Heteronormativity is the assumption that heterosexuality is the ideal, superior, and default sexual orientation. When you grow up in a heteronormative society, questioning your sexuality is not an obvious option. Similar to gender, it is easy to feel overwhelmed by all the terminology and how your internal experience aligns with definitions associated with different sexualities. Some people know from a young age that they are not heterosexual while others do not figure it out until later in life. No matter what, there is no “correct” time to figure out that you are queer. Here are some suggestions to guide your exploration of your identity:
1. Engage with the LGBTQ+ community and speak with queer people about their experiences.
Though everyone experiences their sexuality differently, there are patterns and commonalities that connect queer people so talking to others about their experiences and how they figured out their sexuality can provide valuable insight.
2. Experiment with different intimate experiences and consuming LGBTQ+ media.
If you are comfortable enough to experiment with being intimate with other people despite not knowing for sure what you will enjoy, this is a good way to test the waters. You should be transparent about your experimentation and uncertainty with any intimate partner because queer people, especially lesbians, have historically been objectified and sexualized by straight people. Some queer people will be totally cool with being an experimentation partner! That being said, it is important to be transparent that that is what you are doing. If you are not comfortable experimenting with another person yourself or you simply want an alternative for self-exploration, you can consume LGBTQ+ media and see how it feels.
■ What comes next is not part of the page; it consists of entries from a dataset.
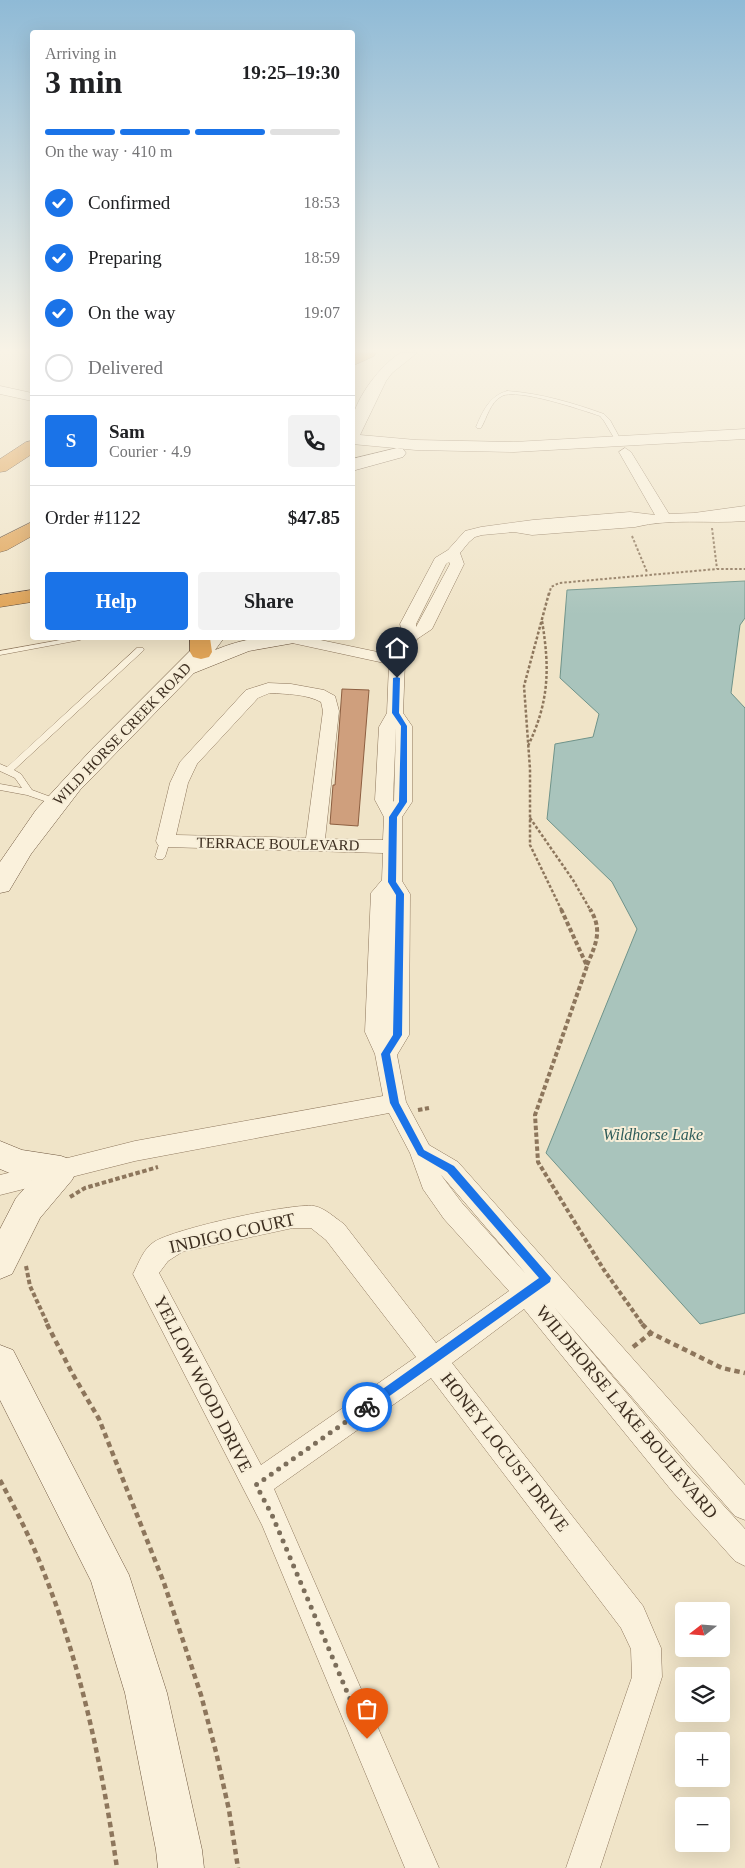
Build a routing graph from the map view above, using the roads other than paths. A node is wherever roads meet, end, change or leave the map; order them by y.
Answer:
1 (365, 440) edge
2 (382, 440) edge
3 (618, 440) edge
4 (687, 440) edge
5 (745, 445) edge
6 (30, 447) edge
7 (622, 447) junction
8 (398, 448) junction
9 (355, 449) edge
10 (355, 465) edge
11 (0, 467) edge
12 (30, 510) edge
13 (745, 510) edge
14 (694, 517) junction
15 (745, 518) edge
16 (657, 519) junction
17 (0, 526) edge
18 (30, 529) edge
19 (0, 546) edge
20 (30, 596) edge
21 (0, 601) edge
22 (70, 640) edge
23 (276, 640) edge
24 (301, 640) edge
25 (200, 649) edge
26 (140, 650) dead end
27 (0, 652) edge
28 (398, 661) junction
29 (4, 769) edge
30 (0, 787) edge
31 (29, 792) junction
32 (56, 802) junction
33 (315, 845) junction
34 (392, 847) junction
35 (0, 884) edge
36 (398, 1109) junction
37 (0, 1155) edge
38 (64, 1184) junction
39 (0, 1185) edge
40 (315, 1217) joint
41 (153, 1258) joint
42 (13, 1263) edge
43 (536, 1286) junction
44 (434, 1360) junction
45 (0, 1362) edge
46 (256, 1485) junction
47 (745, 1506) edge
48 (745, 1551) edge
49 (584, 1867) edge
50 (181, 1868) edge
51 (422, 1868) edge

1 - 8 street
2 - 8 street
3 - 7 lane
4 - 7 street
5 - 7 street
6 - 11 highway
7 - 8 street
7 - 16 street
8 - 9 street
8 - 10 main road
12 - 17 highway
13 - 14 street, WILDHORSE LAKE BOULEVARD
14 - 15 street, WILDHORSE LAKE BOULEVARD
14 - 16 street, WILDHORSE LAKE BOULEVARD
16 - 28 street, WILDHORSE LAKE BOULEVARD
18 - 19 highway
20 - 21 highway
22 - 27 lane
23 - 25 main road
24 - 28 street
25 - 32 main road, WILD HORSE CREEK ROAD
26 - 29 lane
28 - 34 street, WILDHORSE LAKE BOULEVARD
29 - 31 lane
30 - 31 lane
31 - 32 lane
32 - 35 main road, WILD HORSE CREEK ROAD
33 - 33 street, TERRACE BOULEVARD
33 - 34 street, TERRACE BOULEVARD
34 - 36 street, WILDHORSE LAKE BOULEVARD
36 - 38 street
36 - 43 street, WILDHORSE LAKE BOULEVARD
37 - 38 main road
38 - 39 street
38 - 42 main road
40 - 41 street, INDIGO COURT
40 - 44 street, HONEY LOCUST DRIVE
41 - 46 street, YELLOW WOOD DRIVE
43 - 44 street
43 - 47 street, WILDHORSE LAKE BOULEVARD
43 - 48 street, WILDHORSE LAKE BOULEVARD
44 - 46 street
44 - 49 street, HONEY LOCUST DRIVE
45 - 50 main road
46 - 51 street, YELLOW WOOD DRIVE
3. Don’t get caught up in labels.
It is a very human impulse to want to put everyone and everything into an easily digestible box with a label. Some queer people find comfort in having a label to define themselves, while others feel suffocated and limited by it. You do not need a label to be valid in your queer identity.
Can I still attend pride events if I am unsure of my identity?
Absolutely! Unless an event is advertised to be for a specific identity or group that you definitely do not align with (meaning, you are not identifying with this identity group), you are welcome at pride. Pride events are inclusive spaces where the only qualifying factor to attend is a desire to support and celebrate the LGBTQ+ community. In fact, pride events can be especially helpful to a questioning person; being around queer people and seeing how they express themselves might just be the enlightening moment you are looking for.
Remember that there is no rush to label yourself or make a definitive decision about your identity on anyone’s timeline but your own. There is no right way or age to discover you are queer. Furthermore, gender and sexuality are fluid! They can change over time and that is okay too. Connecting with a supportive queer community, seeking guidance from LGBTQ+ celebratory therapists and support groups, and taking the time to educate yourself about different gender identities can all be valuable resources as you navigate your journey of self-discovery. Even while you are figuring it all out, you are always welcome at Pride events!